/---

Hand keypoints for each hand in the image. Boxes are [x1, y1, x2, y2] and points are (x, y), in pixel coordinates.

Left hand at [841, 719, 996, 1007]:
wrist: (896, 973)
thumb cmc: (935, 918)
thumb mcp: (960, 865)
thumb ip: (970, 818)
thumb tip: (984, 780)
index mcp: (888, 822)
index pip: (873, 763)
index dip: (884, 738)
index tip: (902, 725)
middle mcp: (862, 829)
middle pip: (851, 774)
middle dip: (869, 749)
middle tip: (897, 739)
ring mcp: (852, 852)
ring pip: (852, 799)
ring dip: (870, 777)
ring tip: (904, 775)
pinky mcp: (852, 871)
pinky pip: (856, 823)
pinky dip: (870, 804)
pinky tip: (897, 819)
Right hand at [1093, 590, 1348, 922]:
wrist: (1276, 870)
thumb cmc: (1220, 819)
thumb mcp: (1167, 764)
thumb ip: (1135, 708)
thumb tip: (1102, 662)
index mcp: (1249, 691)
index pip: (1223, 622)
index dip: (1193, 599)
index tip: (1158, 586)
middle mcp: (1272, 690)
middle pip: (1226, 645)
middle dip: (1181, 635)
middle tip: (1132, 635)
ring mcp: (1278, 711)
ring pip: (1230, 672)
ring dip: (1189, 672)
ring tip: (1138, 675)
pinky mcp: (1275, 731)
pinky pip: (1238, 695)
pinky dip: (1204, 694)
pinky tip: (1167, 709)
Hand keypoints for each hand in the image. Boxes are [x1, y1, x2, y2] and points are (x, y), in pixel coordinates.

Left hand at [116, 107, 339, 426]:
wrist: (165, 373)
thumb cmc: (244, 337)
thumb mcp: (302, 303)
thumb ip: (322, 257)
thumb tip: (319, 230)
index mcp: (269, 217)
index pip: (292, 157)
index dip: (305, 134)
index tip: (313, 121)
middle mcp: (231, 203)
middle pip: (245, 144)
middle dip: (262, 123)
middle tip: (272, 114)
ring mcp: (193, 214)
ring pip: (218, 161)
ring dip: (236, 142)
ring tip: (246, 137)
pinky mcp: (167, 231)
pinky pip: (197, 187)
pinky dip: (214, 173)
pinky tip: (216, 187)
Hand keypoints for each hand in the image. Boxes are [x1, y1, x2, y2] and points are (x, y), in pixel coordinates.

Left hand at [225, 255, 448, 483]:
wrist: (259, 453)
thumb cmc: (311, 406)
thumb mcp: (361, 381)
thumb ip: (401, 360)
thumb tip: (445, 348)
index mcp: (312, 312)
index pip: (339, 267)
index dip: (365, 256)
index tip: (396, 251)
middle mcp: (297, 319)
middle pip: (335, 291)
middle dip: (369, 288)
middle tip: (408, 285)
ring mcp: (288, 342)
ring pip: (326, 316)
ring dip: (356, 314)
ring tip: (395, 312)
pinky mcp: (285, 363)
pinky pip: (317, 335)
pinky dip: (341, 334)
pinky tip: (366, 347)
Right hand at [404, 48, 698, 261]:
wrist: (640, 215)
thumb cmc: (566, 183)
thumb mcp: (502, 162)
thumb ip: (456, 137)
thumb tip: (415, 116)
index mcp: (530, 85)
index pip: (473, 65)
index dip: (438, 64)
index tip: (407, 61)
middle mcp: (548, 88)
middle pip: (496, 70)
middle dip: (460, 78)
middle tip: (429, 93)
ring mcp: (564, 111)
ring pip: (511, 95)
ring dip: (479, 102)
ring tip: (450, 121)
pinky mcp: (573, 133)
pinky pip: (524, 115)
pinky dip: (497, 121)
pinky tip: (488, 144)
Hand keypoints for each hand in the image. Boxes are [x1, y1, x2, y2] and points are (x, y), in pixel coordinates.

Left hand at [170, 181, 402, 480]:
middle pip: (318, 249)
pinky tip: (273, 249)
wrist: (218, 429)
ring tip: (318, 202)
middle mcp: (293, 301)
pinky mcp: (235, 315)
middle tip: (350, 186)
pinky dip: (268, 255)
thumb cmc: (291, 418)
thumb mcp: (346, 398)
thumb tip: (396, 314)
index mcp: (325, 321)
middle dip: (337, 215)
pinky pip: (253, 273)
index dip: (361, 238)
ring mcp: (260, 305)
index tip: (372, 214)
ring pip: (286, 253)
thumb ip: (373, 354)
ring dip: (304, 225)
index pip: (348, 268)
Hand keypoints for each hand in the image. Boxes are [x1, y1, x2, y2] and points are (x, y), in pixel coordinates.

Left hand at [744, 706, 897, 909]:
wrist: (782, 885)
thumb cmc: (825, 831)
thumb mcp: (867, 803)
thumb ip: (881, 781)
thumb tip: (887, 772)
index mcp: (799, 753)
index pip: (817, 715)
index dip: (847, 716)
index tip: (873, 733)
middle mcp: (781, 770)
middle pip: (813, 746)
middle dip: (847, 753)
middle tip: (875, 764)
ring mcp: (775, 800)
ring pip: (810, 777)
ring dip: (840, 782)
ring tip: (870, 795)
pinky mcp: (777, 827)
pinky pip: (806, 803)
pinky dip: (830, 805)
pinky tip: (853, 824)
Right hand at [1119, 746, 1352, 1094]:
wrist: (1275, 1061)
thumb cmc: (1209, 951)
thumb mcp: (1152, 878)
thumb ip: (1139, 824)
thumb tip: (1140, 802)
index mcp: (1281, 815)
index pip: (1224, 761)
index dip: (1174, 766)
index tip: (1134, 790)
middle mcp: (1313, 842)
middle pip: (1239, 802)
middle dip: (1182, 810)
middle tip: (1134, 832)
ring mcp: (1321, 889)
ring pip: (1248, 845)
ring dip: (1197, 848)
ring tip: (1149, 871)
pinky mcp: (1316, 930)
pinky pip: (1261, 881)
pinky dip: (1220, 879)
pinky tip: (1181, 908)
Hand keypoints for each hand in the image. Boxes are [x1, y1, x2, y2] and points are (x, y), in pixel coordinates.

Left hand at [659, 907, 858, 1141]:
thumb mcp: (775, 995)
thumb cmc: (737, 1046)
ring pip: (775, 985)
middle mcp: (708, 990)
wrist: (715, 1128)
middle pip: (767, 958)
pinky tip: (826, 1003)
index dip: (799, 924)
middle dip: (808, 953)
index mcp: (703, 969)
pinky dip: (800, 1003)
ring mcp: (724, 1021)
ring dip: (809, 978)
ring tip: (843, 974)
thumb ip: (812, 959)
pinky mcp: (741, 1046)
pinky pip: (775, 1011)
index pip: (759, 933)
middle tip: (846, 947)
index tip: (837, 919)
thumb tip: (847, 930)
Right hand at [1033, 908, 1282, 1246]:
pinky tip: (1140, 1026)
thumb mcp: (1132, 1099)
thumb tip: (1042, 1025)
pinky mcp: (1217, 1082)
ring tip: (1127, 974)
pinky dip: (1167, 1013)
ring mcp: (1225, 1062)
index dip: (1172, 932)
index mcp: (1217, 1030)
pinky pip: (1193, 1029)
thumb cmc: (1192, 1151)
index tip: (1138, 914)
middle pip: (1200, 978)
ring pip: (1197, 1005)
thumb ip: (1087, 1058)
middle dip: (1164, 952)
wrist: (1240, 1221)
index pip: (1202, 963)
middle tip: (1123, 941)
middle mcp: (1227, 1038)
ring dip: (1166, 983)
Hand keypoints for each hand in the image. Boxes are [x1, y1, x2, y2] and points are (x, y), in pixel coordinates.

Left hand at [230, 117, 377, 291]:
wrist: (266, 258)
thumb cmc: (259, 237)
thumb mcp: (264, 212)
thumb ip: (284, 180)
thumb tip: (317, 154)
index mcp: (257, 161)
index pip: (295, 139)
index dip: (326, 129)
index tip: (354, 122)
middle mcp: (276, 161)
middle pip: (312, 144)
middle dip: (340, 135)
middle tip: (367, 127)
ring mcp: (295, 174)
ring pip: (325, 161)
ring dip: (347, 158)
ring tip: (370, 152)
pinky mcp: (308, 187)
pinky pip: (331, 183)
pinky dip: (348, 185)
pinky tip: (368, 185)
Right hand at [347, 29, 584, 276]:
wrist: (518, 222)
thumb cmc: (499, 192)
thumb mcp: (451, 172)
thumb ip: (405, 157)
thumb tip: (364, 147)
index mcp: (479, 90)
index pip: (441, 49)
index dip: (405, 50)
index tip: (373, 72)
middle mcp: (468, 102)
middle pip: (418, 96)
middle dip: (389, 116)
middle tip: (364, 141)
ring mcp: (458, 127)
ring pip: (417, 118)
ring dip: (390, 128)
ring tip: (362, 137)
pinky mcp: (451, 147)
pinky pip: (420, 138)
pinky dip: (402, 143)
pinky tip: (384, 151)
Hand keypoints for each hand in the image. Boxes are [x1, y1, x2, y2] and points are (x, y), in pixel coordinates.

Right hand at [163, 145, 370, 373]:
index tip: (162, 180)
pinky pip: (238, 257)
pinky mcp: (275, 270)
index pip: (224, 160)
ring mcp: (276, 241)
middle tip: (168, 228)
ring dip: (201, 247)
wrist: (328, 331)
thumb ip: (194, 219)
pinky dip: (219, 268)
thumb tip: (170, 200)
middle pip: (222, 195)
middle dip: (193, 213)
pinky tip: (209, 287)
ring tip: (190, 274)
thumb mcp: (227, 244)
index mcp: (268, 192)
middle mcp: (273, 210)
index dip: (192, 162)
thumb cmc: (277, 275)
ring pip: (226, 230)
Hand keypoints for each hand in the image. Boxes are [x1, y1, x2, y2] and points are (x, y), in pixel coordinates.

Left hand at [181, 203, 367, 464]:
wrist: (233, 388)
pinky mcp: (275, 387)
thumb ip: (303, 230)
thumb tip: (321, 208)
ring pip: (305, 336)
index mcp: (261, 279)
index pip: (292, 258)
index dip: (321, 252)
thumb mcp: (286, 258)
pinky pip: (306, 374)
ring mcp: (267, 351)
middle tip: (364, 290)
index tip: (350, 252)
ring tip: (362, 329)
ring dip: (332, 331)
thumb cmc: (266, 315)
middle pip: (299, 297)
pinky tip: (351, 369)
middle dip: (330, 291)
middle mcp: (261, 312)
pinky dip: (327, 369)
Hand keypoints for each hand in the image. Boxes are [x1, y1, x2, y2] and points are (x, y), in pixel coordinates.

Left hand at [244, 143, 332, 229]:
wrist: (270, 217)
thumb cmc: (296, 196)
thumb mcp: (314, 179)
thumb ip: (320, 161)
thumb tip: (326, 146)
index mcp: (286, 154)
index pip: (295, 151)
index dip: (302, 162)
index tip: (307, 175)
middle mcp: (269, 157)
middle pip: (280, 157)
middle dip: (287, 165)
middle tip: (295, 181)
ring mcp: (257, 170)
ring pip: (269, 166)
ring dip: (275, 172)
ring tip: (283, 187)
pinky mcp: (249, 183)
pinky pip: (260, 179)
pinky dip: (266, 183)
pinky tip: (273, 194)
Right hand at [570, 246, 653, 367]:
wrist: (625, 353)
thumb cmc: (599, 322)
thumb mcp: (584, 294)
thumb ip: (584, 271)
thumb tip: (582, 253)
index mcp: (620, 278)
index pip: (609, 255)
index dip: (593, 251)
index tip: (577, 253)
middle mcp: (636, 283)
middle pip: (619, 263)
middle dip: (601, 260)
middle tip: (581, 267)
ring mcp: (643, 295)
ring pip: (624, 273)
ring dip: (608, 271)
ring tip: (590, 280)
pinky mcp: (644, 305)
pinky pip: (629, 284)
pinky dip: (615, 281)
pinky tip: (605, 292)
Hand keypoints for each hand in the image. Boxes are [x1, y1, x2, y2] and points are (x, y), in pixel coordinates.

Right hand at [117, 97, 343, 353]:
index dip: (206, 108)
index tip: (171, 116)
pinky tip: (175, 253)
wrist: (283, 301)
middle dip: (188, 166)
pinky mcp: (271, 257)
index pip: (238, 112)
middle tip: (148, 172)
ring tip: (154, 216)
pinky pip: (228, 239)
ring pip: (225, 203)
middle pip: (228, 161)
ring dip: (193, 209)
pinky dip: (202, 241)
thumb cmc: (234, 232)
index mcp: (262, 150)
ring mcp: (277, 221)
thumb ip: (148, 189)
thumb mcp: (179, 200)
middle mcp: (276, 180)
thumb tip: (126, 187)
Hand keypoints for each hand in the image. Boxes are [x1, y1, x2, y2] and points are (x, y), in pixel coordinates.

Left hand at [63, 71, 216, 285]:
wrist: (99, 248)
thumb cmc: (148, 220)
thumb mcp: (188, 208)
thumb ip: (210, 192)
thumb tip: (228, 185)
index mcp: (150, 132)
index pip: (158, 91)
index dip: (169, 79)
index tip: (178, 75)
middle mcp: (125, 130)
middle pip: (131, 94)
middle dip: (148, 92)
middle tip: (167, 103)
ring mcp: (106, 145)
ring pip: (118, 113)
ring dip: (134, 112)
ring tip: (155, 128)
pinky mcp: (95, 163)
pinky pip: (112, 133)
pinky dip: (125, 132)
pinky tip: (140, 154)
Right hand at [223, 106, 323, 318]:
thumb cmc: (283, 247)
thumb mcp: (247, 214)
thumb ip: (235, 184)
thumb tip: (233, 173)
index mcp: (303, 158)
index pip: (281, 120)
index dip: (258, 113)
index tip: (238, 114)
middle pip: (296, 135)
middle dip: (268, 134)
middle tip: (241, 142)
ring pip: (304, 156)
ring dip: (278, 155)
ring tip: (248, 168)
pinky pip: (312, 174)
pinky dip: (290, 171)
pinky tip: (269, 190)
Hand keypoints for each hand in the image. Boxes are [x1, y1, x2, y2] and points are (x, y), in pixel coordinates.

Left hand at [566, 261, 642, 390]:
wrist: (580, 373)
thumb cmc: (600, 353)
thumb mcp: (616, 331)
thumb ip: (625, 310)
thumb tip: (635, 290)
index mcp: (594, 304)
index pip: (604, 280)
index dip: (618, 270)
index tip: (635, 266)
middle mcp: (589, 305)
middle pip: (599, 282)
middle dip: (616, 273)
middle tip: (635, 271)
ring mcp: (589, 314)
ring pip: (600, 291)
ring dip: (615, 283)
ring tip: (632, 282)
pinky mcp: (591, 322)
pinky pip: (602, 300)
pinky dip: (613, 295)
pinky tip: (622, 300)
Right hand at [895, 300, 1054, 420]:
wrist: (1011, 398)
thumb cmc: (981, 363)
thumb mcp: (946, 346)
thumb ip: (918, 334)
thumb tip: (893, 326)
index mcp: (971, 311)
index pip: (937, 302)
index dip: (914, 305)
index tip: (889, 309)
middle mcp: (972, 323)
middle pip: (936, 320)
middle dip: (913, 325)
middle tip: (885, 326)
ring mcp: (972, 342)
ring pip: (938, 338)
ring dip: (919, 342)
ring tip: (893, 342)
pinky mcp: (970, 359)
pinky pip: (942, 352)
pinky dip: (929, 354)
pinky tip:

\---

-- Problem description --
Scan the entries for lines holding the string "Right", then copy every one of them.

-- Task solution --
Right hand at [1093, 590, 1348, 922]:
Right hand at [404, 48, 698, 261]:
Right hand at [1119, 746, 1352, 1094]:
Right hand at [1033, 908, 1282, 1246]:
Right hand at [347, 29, 584, 276]:
Right hand at [163, 145, 370, 373]:
Right hand at [570, 246, 653, 367]:
Right hand at [117, 97, 343, 353]:
Right hand at [223, 106, 323, 318]:
Right hand at [895, 300, 1054, 420]:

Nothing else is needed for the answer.